Task input:
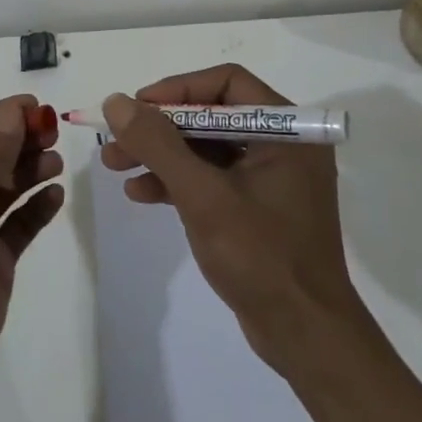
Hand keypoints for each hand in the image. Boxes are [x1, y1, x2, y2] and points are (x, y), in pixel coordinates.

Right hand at [101, 65, 366, 372]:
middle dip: (161, 128)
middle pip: (211, 116)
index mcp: (287, 130)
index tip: (137, 108)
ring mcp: (271, 178)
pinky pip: (212, 178)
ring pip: (206, 148)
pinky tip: (141, 194)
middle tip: (117, 140)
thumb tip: (117, 102)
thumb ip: (159, 144)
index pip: (226, 83)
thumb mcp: (202, 196)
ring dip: (162, 155)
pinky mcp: (258, 208)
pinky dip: (177, 182)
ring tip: (115, 166)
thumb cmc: (261, 257)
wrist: (305, 338)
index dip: (177, 90)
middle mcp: (283, 145)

Your instructions: Could you give back the full listing word for word, leaving out the images?

Answer area:
Hand keypoints for each hand in the image. Boxes are [x1, y1, x2, y2] and points are (x, y), in pixel coordinates.

Right hand at [101, 65, 366, 372]:
middle dip: (161, 128)
middle pip: (211, 116)
index mcp: (287, 130)
index tip: (137, 108)
ring mcp: (271, 178)
pinky pip: (212, 178)
ring pip: (206, 148)
pinky tip: (141, 194)
middle tip: (117, 140)
thumb tip: (117, 102)
thumb ip: (159, 144)
index pip: (226, 83)
thumb mcp: (202, 196)
ring dip: (162, 155)
pinky mcp: (258, 208)
pinky dip: (177, 182)
ring tip: (115, 166)
thumb cmc: (261, 257)
wrist: (305, 338)
index dip: (177, 90)
middle mcp: (283, 145)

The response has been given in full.